Christine Webster's Large Colour Photographs

SHERIDAN KEITH

The girl goes dancing there
On the leaf-sown, new mown, smooth
Grass plot of the garden Escaped from bitter youth,
Escaped out of her crowd,
Or out of her black cloud.
Ah, dancer, ah, sweet dancer!
If strange men come from the house
To lead her away, do not say
That she is happy being crazy;
Let her finish her dance,
Let her finish her dance.
Ah, dancer, ah, sweet dancer!

It is no coincidence that a new photograph emerging in Christine Webster's imagination has a similar subject to Yeats's poem, ‘Sweet Dancer’, for these are universal themes, related to myth and legend.

Christine Webster
Persisting III
August 1982

In her recent exhibition of Large Colour Photographs Webster's pieces are arenas where things happen, events compressed into the tightest possible span to become a whirling blurr, an enigmatic fragment set between before and after. These moments are concerned with human responses: movement, frailty, dislocation, exuberance. The human image is ethereal, a transparent vision against more substantial backgrounds—a railway yard, a brick wall, a lighthouse, a large empty room. Theatrical make-up and costume enhance the feeling of a ballet distilled into one gesture.

Often Webster will choose to portray that moment before exuberant energy topples over into exhausted despair. In other images, faces come, up very close to the viewer—out of focus, as if to implore the viewer's response—as a baby would imprint his face into a mother's consciousness.

Christine Webster
Sail through I 1982
colour photograph

In Sail Through 1 (1982), an almost obliterated figure, wound up into a foetal ball, bounces against a green, paint-peeling wall. A large dark puddle, a twisted piece of rope add gloomy notes—'Merry Christmas' scratched on a window-pane ironically echoes the feeling of empty despair. In Roomers (1982), two pyjama-clad figures cavort within a bare room and the floor shadows of the window-grid suggest an institutionalised containment, a flimsy moment of exhilaration doomed within a framework of imprisonment.

The cityscape seen through the windows seems forever out of reach. In these images the photographic medium appears perfect for encapsulating moments of part apparition, part reality.

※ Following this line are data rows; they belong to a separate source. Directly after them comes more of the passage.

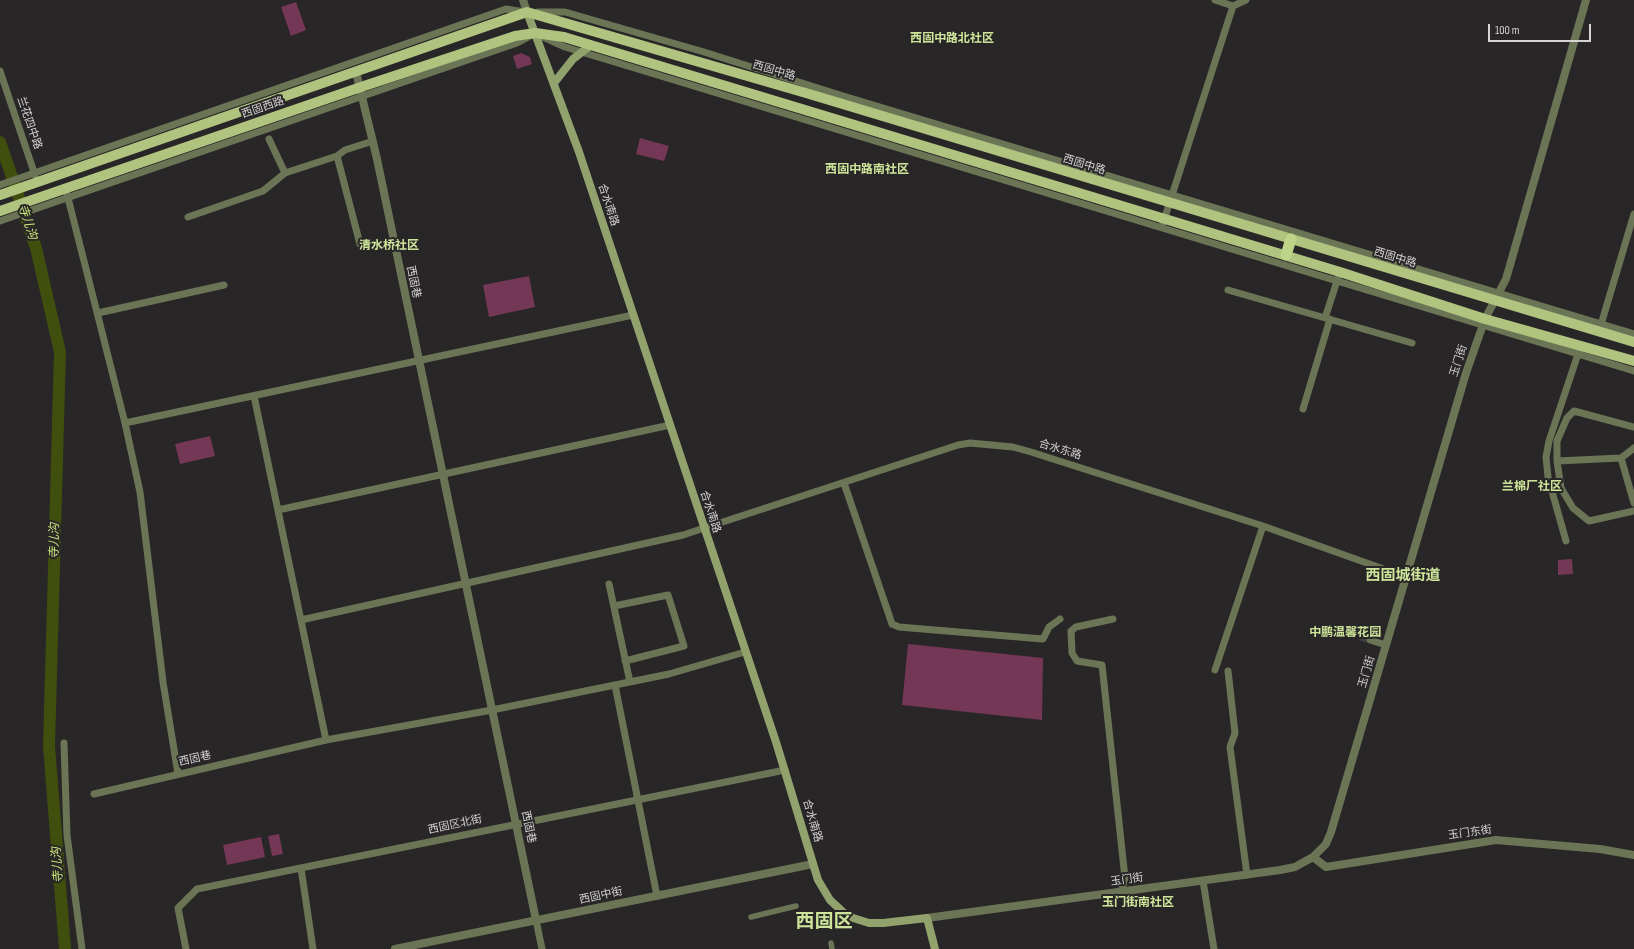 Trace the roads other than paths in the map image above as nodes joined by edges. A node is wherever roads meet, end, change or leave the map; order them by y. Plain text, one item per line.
1 (523, 0) edge
2 (1215, 0) edge
3 (1246, 0) edge
4 (1586, 0) edge
5 (1233, 6) junction
6 (527, 12) junction
7 (535, 33) junction
8 (591, 45) junction
9 (580, 52) junction
10 (0, 71) edge
11 (356, 72) junction
12 (554, 83) junction
13 (362, 91) junction
14 (806, 93) junction
15 (802, 108) junction
16 (269, 139) dead end
17 (373, 141) junction
18 (338, 156) junction
19 (285, 173) junction
20 (32, 179) junction
21 (0, 192) edge
22 (67, 193) junction
23 (1170, 199) junction
24 (5, 213) edge
25 (1634, 214) edge
26 (188, 218) dead end
27 (0, 221) edge
28 (1163, 223) junction
29 (1291, 239) junction
30 (360, 244) dead end
31 (1286, 255) junction
32 (1339, 277) junction
33 (224, 285) dead end
34 (1228, 290) dead end
35 (1497, 297) junction
36 (98, 313) junction
37 (633, 315) junction
38 (1327, 319) junction
39 (1483, 322) junction
40 (1600, 328) junction
41 (1634, 334) edge
42 (1634, 342) edge
43 (1412, 343) dead end
44 (1579, 350) junction
45 (418, 360) junction
46 (1634, 361) edge
47 (1634, 371) edge
48 (254, 396) junction
49 (1303, 409) dead end
50 (125, 423) junction
51 (670, 425) junction
52 (1634, 427) edge
53 (1634, 448) edge
54 (1621, 458) junction
55 (1557, 462) junction
56 (442, 474) junction
57 (844, 483) junction
58 (1634, 503) edge
59 (278, 510) junction
60 (1634, 511) edge
61 (1263, 526) junction
62 (704, 528) junction
63 (1566, 541) dead end
64 (1406, 577) junction
65 (465, 584) junction
66 (609, 584) dead end
67 (614, 606) junction
68 (1060, 619) dead end
69 (1112, 619) dead end
70 (301, 620) junction
71 (1332, 629) dead end
72 (1350, 634) tunnel mouth
73 (1370, 640) tunnel mouth
74 (1386, 645) junction
75 (745, 652) junction
76 (625, 661) junction
77 (1215, 670) dead end
78 (1228, 671) dead end
79 (630, 682) junction
80 (615, 685) junction
81 (492, 710) junction
82 (326, 740) junction
83 (64, 742) dead end
84 (785, 770) junction
85 (178, 774) junction
86 (94, 794) dead end
87 (638, 800) junction
88 (516, 824) junction
89 (1634, 855) edge
90 (1314, 857) junction
91 (813, 864) junction
92 (301, 868) junction
93 (1247, 875) junction
94 (1203, 881) junction
95 (1121, 892) junction
96 (657, 896) junction
97 (796, 906) dead end
98 (751, 917) dead end
99 (927, 918) junction
100 (536, 920) junction
101 (82, 949) edge
102 (186, 949) edge
103 (313, 949) edge
104 (395, 949) edge
105 (542, 949) edge
106 (935, 949) edge
107 (1214, 949) edge

1 - 6 street
2 - 5 street
3 - 5 street
4 - 35 street, 玉门街
5 - 23 street
6 - 7 main road, 合水南路
6 - 11 main road, 西固西路
6 - 14 main road, 西固中路
6 - 20 street
6 - 23 street
7 - 8 main road
7 - 9 street
7 - 12 main road, 合水南路
7 - 13 main road, 西固西路
8 - 9 main road
8 - 15 main road
9 - 12 main road
9 - 28 street
10 - 20 street, 兰花四中路
11 - 13 street, 西固巷
11 - 20 main road, 西固西路
12 - 37 main road, 合水南路
13 - 17 street, 西固巷
13 - 22 main road, 西固西路
14 - 15 main road
14 - 23 main road, 西固中路
15 - 28 main road
16 - 19 street
17 - 18 street
17 - 45 street, 西固巷
18 - 19 street
18 - 30 street
19 - 26 street
20 - 21 main road, 西固西路
22 - 24 main road, 西固西路
22 - 36 street
23 - 28 street
23 - 29 main road, 西固中路
23 - 35 street
24 - 27 street
25 - 40 street
28 - 31 main road
28 - 32 street
29 - 31 highway
29 - 35 main road, 西固中路
31 - 32 main road
32 - 38 street
32 - 39 main road
33 - 36 street
34 - 38 street
35 - 39 street, 玉门街
35 - 40 main road, 西固中路
36 - 50 street
37 - 45 street
37 - 51 main road, 合水南路
38 - 43 street
38 - 49 street
39 - 44 main road
39 - 64 street, 玉门街
40 - 41 street
40 - 42 main road, 西固中路
44 - 46 main road
44 - 47 street
44 - 63 street
45 - 48 street
45 - 56 street, 西固巷
48 - 50 street
48 - 59 street
50 - 85 street
51 - 56 street
51 - 62 main road, 合水南路
52 - 55 street
53 - 54 street
54 - 55 street
54 - 58 street
55 - 60 street
56 - 59 street
56 - 65 street, 西固巷
57 - 61 street, 合水东路
57 - 62 street, 合水东路
57 - 68 street
59 - 70 street
61 - 64 street, 合水东路
61 - 77 street
62 - 65 street, 合水东路
62 - 75 main road, 合水南路
64 - 74 street, 玉门街
65 - 70 street
65 - 81 street, 西固巷
66 - 67 street
67 - 76 street
67 - 76 street
69 - 95 street
70 - 82 street
71 - 72 street
73 - 74 street
74 - 90 street, 玉门街
75 - 79 street
75 - 84 main road, 合水南路
76 - 79 street
78 - 93 street
79 - 80 street
80 - 81 street
80 - 87 street
81 - 82 street, 西固巷
81 - 88 street, 西固巷
82 - 85 street, 西固巷
83 - 101 street
84 - 87 street, 西固区北街
84 - 91 main road, 合水南路
85 - 86 street, 西固巷
87 - 88 street, 西固区北街
87 - 96 street
88 - 92 street, 西固区北街
88 - 100 street, 西固巷
89 - 90 street, 玉门东街
90 - 93 street, 玉门街
91 - 96 street, 西固中街
91 - 99 main road, 合水南路
92 - 102 street, 西固区北街
92 - 103 street
93 - 94 street, 玉门街
94 - 95 street, 玉门街
94 - 107 street
95 - 99 street, 玉门街
96 - 100 street, 西固中街
97 - 98 street
99 - 106 main road
100 - 104 street, 西固中街
100 - 105 street, 西固巷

Webster's use of colour is very beautiful. Her images make colour an integral part of the work. Without colour, they might seem to be deprived of fantasy, their imagination stunted.

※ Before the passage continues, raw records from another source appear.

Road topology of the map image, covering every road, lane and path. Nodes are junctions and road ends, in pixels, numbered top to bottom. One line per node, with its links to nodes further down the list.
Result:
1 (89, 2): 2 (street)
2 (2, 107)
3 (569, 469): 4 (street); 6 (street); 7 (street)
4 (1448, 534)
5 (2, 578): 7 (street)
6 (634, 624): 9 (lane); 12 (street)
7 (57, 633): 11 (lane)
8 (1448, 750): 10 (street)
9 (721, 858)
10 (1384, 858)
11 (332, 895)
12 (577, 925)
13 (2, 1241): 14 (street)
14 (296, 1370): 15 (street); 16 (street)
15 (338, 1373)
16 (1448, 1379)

Christine Webster, Roomers II July 1982
colour photograph

A unique quality of the photographic medium is its ability to investigate and report back on TIME. Early photographs requiring long exposures felt literally impregnated by time. Sequential images have been used to look into movement and to see events proceeding in a certain direction, inferring cause and effect, revealing action and reaction. The blur-red image can portray speed, the performer outperforming the camera, staying, as it were, one jump ahead. But in Christine Webster's images, blur reveals body image as mere energy essence, the persona being a flimsy thing requiring every effort of will, determination and energy to maintain identity.

Christine Webster has recently moved from Wellington to Auckland. The first images for some time are being evolved. In one, a young man lies on the ground surrounded by objects of primitive mystery: sticks, bones, fronds. He holds a large palm-frond to himself in an attitude of adoration.

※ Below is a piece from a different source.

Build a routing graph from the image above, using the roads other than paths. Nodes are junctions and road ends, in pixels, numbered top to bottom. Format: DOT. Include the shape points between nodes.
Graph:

For the moment anyway, Webster has abandoned blur, though she says it will remain a part of her vocabulary. Instead, in the new images, the central figure is super-still, possibly asleep or even dead, transfixed into immobility by the photograph, surrounded by accoutrements of his own fantasy as an organism caught in amber would be surrounded by fragments of its environment.

Christine Webster
Brian St John
Eden Park
1983
colour photograph

Webster talks of the requirement of courage in creating these images, of the need for strong faith in her own personal vision. Certainly, she is moving into areas of naked awareness, exposing and exploring the fantasies that lie beneath her own, and everyone's existence. Hers is a romantic and unusual vision, concerned with the transitory elements of existence. As she continues to evolve a personal symbolism she is already certain of directions and sensitive to universal impulses. At 24; Christine Webster has a remarkable maturity and a strong sense of purpose. In her work it seems that an important exploration of the human condition is underway.